Whilst he was occupied with this we had a terrifying phone call. It was from the MOT station telling us that their exhaust emission testing machine was not working.

I am sure that such information would not make you go pale and choke on your cornflakes, but I can assure you, we both gasped in horror.

My taxi’s licence plate expires on Tuesday, one week from today. We have been in receipt of several threatening letters from the council in the past, warning us that applications needed to be in At Least Three Clear Working Days before the old plate expires.

As perhaps you know, we are going away this weekend.

Well, said the MOT man, it’ll be fixed tomorrow, but we’ll have quite a backlog of cars to do then. We won’t be able to do it right away, you know. It might take a fortnight.

But you can’t, I squeaked, trying to shape the words around the lump of horror forming in my throat. We have to have it MOT’d by tomorrow. Otherwise it won’t be three working days from the expiry date and my taxi will go off the road and I won’t have any money, we’ll have to cancel Christmas and starve to death.

Once the council cancel your licence plate they won’t reissue another one unless your car is less than four years old, which mine isn’t.

I could hear him shrugging over the telephone.

Dearie me, he said, with the tone of somebody who has got so many problems of their  own that they truly don’t give a hoot about yours, and then he hung up.

I telephoned the council, whose taxi licensing department don’t answer the telephone. They will only talk to you by email. This is to make their workload lighter, since quite a few taxi drivers can’t read or write.

I left a message for somebody to call me, which they didn’t, and some hours later found an unsympathetic email in my Spam folder, telling me that they didn’t care, and if I didn’t have all of the paperwork Including An MOT in by Tuesday then they would take the vehicle off the road and I would no longer be a taxi driver.

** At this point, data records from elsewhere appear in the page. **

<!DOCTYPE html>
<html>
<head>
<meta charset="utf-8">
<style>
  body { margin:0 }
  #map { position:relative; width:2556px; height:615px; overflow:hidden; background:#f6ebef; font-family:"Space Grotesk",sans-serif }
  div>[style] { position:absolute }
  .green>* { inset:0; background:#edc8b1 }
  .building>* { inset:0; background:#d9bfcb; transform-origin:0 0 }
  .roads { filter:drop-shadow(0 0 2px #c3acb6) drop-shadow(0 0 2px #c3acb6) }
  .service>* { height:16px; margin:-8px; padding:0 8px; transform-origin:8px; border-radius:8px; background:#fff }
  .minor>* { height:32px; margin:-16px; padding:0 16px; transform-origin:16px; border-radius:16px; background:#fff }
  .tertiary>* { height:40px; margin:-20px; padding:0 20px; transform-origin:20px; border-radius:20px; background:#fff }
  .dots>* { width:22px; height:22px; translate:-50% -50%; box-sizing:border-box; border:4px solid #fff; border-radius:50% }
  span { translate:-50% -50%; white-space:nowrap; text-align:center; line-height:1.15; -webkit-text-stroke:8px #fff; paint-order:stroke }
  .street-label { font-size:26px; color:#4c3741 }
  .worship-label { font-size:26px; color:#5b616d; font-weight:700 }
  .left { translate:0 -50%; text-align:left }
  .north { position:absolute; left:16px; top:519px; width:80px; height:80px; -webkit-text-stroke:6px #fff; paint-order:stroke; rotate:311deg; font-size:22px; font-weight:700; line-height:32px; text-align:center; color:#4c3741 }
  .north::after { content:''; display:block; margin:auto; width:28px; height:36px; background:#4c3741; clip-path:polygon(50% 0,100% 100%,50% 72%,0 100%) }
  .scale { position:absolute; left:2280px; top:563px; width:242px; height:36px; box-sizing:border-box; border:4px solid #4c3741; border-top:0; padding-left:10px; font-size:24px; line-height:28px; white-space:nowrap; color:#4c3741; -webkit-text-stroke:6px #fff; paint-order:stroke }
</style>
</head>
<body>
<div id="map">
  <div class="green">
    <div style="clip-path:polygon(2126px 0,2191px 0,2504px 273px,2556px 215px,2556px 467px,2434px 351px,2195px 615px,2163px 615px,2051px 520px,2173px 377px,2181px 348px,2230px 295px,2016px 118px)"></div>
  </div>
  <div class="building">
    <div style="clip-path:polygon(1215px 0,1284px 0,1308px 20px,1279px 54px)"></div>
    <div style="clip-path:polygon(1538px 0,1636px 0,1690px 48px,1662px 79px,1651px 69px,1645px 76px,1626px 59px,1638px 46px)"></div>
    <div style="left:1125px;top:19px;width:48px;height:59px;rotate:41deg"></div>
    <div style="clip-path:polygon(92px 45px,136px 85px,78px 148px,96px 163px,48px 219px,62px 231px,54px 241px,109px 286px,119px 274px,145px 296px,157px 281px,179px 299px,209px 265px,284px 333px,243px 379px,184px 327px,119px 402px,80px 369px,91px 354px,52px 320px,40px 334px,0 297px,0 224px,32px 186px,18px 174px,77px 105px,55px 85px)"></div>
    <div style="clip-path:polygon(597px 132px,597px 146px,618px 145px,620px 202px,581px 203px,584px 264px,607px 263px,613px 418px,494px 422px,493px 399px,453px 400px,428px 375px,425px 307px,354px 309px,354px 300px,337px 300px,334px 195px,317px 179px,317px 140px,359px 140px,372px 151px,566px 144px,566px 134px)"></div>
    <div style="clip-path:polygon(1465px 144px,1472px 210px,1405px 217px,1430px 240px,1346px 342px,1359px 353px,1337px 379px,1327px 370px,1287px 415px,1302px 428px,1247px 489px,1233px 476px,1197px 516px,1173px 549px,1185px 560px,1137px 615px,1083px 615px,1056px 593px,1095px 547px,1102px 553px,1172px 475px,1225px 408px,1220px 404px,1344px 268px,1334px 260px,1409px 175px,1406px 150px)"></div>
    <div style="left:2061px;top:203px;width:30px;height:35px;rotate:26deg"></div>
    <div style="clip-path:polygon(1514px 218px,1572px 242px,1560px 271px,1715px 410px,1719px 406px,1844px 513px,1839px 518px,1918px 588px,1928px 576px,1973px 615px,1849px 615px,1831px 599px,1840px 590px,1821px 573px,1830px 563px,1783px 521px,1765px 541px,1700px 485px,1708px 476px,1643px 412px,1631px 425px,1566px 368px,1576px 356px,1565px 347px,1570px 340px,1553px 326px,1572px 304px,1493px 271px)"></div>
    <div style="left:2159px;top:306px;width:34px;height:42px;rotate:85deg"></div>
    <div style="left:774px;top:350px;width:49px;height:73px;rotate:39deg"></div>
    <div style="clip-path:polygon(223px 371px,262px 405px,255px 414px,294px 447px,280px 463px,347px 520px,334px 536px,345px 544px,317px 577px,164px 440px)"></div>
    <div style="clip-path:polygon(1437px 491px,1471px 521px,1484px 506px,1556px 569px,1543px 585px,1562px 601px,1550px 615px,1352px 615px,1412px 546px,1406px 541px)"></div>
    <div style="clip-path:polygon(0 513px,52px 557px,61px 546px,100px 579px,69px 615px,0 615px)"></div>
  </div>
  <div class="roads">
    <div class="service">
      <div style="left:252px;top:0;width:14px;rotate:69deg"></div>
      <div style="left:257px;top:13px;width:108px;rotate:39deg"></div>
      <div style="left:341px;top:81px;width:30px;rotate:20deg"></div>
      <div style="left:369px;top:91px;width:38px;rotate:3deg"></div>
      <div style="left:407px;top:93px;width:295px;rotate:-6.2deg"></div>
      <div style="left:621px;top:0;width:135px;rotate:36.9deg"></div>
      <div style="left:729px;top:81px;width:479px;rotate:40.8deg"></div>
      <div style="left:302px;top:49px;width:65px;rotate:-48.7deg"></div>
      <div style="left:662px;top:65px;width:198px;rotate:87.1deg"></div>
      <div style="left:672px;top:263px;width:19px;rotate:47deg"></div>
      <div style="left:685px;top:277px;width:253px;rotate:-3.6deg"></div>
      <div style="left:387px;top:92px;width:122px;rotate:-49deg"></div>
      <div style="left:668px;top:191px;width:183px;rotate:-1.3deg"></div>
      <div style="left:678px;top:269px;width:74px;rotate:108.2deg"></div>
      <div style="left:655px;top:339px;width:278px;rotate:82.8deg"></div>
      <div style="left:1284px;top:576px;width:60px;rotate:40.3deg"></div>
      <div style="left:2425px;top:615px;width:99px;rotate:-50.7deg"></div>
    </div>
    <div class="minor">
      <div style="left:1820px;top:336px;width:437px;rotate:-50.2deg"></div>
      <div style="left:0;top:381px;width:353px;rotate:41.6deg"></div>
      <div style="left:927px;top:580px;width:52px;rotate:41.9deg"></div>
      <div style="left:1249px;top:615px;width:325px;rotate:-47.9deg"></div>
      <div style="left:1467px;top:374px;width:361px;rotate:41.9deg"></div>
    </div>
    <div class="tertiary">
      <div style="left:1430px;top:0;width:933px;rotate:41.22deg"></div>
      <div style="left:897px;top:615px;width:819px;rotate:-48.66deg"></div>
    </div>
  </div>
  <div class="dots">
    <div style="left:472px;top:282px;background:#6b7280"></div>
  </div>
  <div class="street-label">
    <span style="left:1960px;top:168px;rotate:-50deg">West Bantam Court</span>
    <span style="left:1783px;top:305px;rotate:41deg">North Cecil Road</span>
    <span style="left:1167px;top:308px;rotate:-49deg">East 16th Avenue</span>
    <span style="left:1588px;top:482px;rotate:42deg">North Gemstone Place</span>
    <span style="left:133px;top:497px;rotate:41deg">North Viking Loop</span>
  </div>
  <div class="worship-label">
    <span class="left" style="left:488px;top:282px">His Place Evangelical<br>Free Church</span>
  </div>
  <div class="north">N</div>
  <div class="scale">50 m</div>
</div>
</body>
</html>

I emailed back and this time they said that I should have put in the paperwork not three days, but two weeks early. This is because they have merged with some other councils. Since April they are no longer South Lakeland District Council but have become Westmorland and Furness Unitary. In the meantime they have changed all the rules. They haven’t told us what the new rules are, because obviously we can all find out when we check the new council’s new website as part of our bedtime reading every night, especially the drivers who can’t read or write.

I was cross anyway, because I put the paperwork in two weeks early some years ago, because we were going away for Christmas, and they sent it all back and said that it was too soon.

I sent them all of the paperwork this afternoon, although Not Including An MOT, and rang the Town Hall and paid for it. Then I sent another email to them. It did not say Dear Westmorland, FU, although I would have liked it to. I told them I had submitted all the paperwork and that the MOT would get there as soon as the garage had done it, and that I meekly hoped that this would be acceptable.

Then Mark rang the garage and spoke to the owner’s son. They used to race Land Rovers together in their lunatic youth, and he was very understanding.

He said not to worry and he would get it through as quickly as he possibly could and send the paperwork through to the council in the blink of an eye.

Mark nodded and went off to make a very belated start on exhaust-welding, which is what he is doing now and which is why I am late for work, because I really do not like driving his taxi.

Sometimes it is very complicated to be a taxi driver, I can tell you.